*Task instructions*. Quote all of the data that follows exactly as written, skipping the images.

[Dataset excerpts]
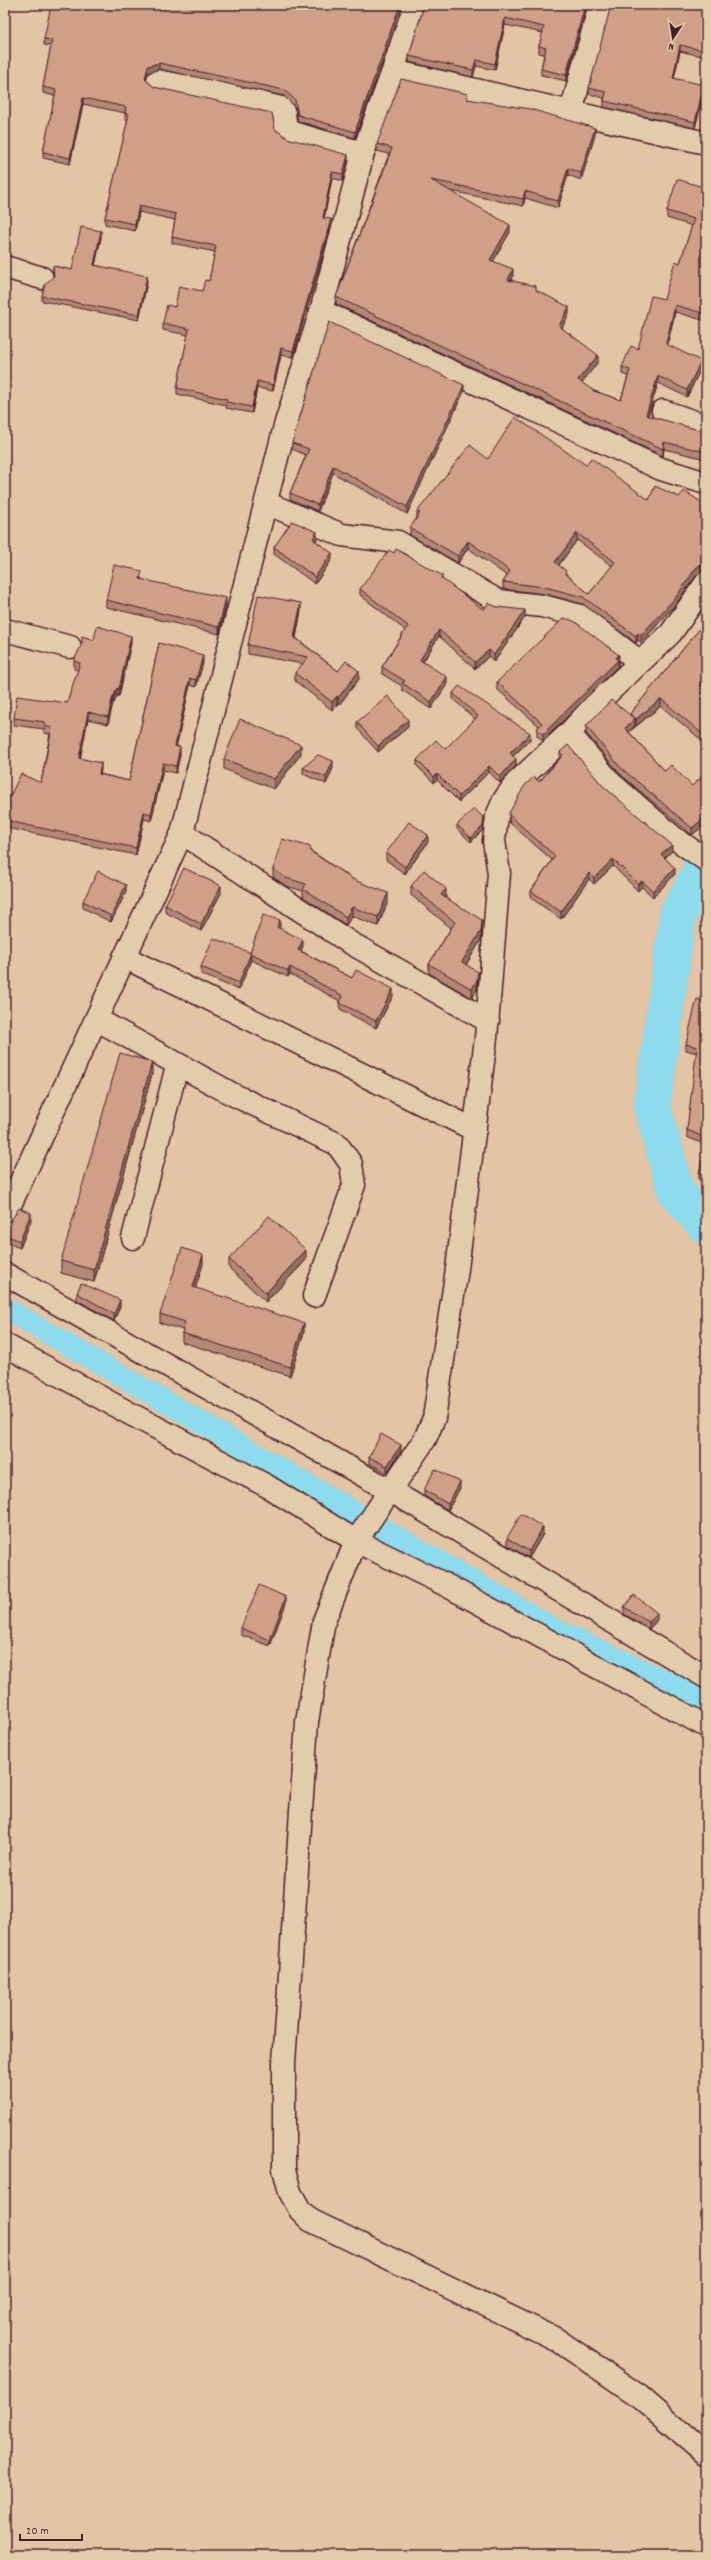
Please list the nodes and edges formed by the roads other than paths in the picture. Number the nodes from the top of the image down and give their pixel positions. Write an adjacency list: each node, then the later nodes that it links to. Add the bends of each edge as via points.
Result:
1 (414, 5): 3 (street)
2 (600, 5): 5 (street)
3 (393, 71): 5 (street); 7 (street)
4 (157, 81): 7 (street, via 281,108 286,129 293,133)
5 (572, 112): 6 (street)
6 (706, 143)
7 (363, 153): 10 (street)
8 (5, 267): 9 (street)
9 (42, 278)
10 (321, 311): 13 (street, via 661,468); 14 (street, via 285,426)
11 (663, 411): 12 (street)
12 (706, 426)
13 (706, 483)
14 (266, 503): 18 (street, via 342,535 398,542 498,601 542,606 580,616); 20 (street)
15 (706, 583): 18 (street, via 671,634)
16 (5, 630): 17 (street)
17 (70, 648)
18 (640, 662): 19 (street)
19 (569, 733): 21 (street, via 611,782); 24 (street, via 516,783 497,816 494,841 499,873)
20 (182, 833): 22 (street); 24 (street, via 349,942)
21 (700, 856)
22 (124, 957): 23 (street); 26 (street)
23 (96, 1019): 25 (street); 27 (street)
24 (488, 1021): 26 (street)
25 (177, 1066): 28 (street); 30 (street, via 337,1144 351,1164 354,1185)
26 (474, 1130): 32 (street, via 457,1269 434,1418 425,1439)
27 (5, 1216)
28 (133, 1238)
29 (5, 1274): 32 (street)
30 (314, 1296)
31 (5, 1345): 33 (street)
32 (387, 1496): 33 (street); 34 (street)
33 (359, 1536): 35 (street); 36 (street, via 324,1621 307,1722 284,2063 284,2169 290,2192 300,2210 310,2220 556,2338 640,2396)
34 (706, 1678)
35 (706, 1726)
36 (706, 2454)

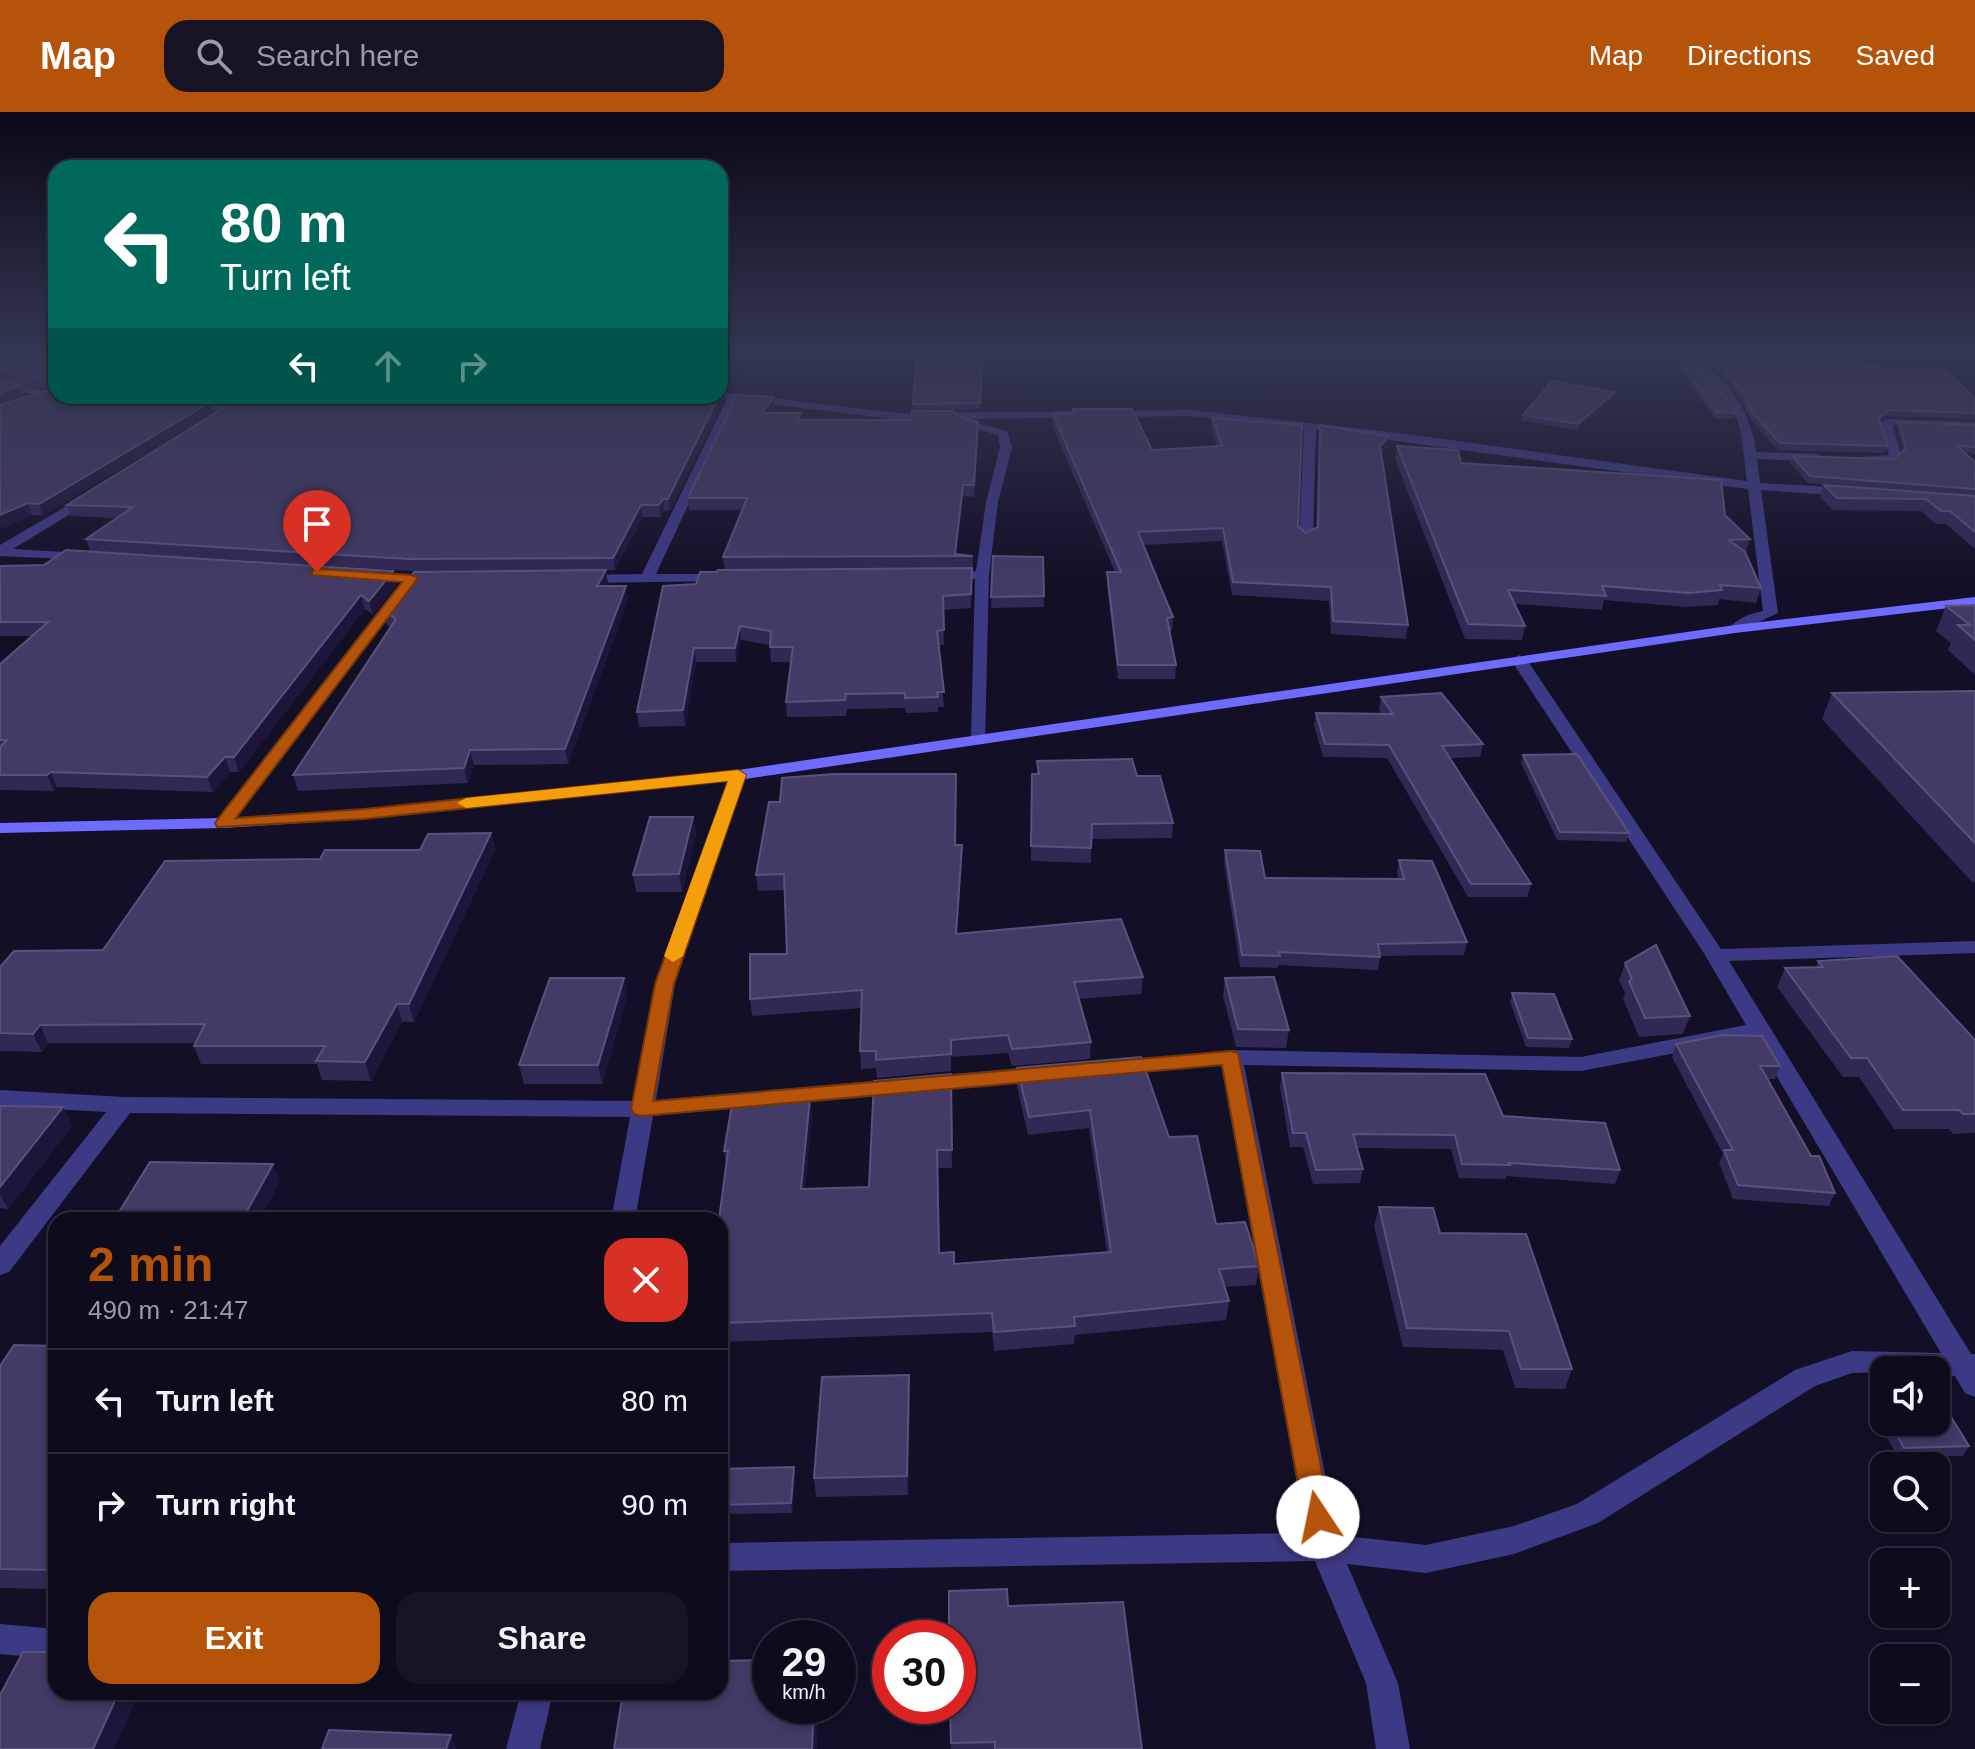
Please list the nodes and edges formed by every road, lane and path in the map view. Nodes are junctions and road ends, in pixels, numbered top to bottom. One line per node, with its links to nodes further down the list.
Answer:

*Expected answer*.
Please list the nodes and edges formed by the roads other than paths in the picture. Number the nodes from the top of the image down and give their pixel positions. Write an adjacency list: each node, then the later nodes that it links to. Add the bends of each edge as via points.
Result:
1 (414, 5): 3 (street)
2 (600, 5): 5 (street)
3 (393, 71): 5 (street); 7 (street)
4 (157, 81): 7 (street, via 281,108 286,129 293,133)
5 (572, 112): 6 (street)
6 (706, 143)
7 (363, 153): 10 (street)
8 (5, 267): 9 (street)
9 (42, 278)
10 (321, 311): 13 (street, via 661,468); 14 (street, via 285,426)
11 (663, 411): 12 (street)
12 (706, 426)
13 (706, 483)
14 (266, 503): 18 (street, via 342,535 398,542 498,601 542,606 580,616); 20 (street)
15 (706, 583): 18 (street, via 671,634)
16 (5, 630): 17 (street)
17 (70, 648)
18 (640, 662): 19 (street)
19 (569, 733): 21 (street, via 611,782); 24 (street, via 516,783 497,816 494,841 499,873)
20 (182, 833): 22 (street); 24 (street, via 349,942)
21 (700, 856)
22 (124, 957): 23 (street); 26 (street)
23 (96, 1019): 25 (street); 27 (street)
24 (488, 1021): 26 (street)
25 (177, 1066): 28 (street); 30 (street, via 337,1144 351,1164 354,1185)
26 (474, 1130): 32 (street, via 457,1269 434,1418 425,1439)
27 (5, 1216)
28 (133, 1238)
29 (5, 1274): 32 (street)
30 (314, 1296)
31 (5, 1345): 33 (street)
32 (387, 1496): 33 (street); 34 (street)
33 (359, 1536): 35 (street); 36 (street, via 324,1621 307,1722 284,2063 284,2169 290,2192 300,2210 310,2220 556,2338 640,2396)
34 (706, 1678)
35 (706, 1726)
36 (706, 2454)

Please list the nodes and edges formed by every road, lane and path in the map view. Nodes are junctions and road ends, in pixels, numbered top to bottom. One line per node, with its links to nodes further down the list.
Answer:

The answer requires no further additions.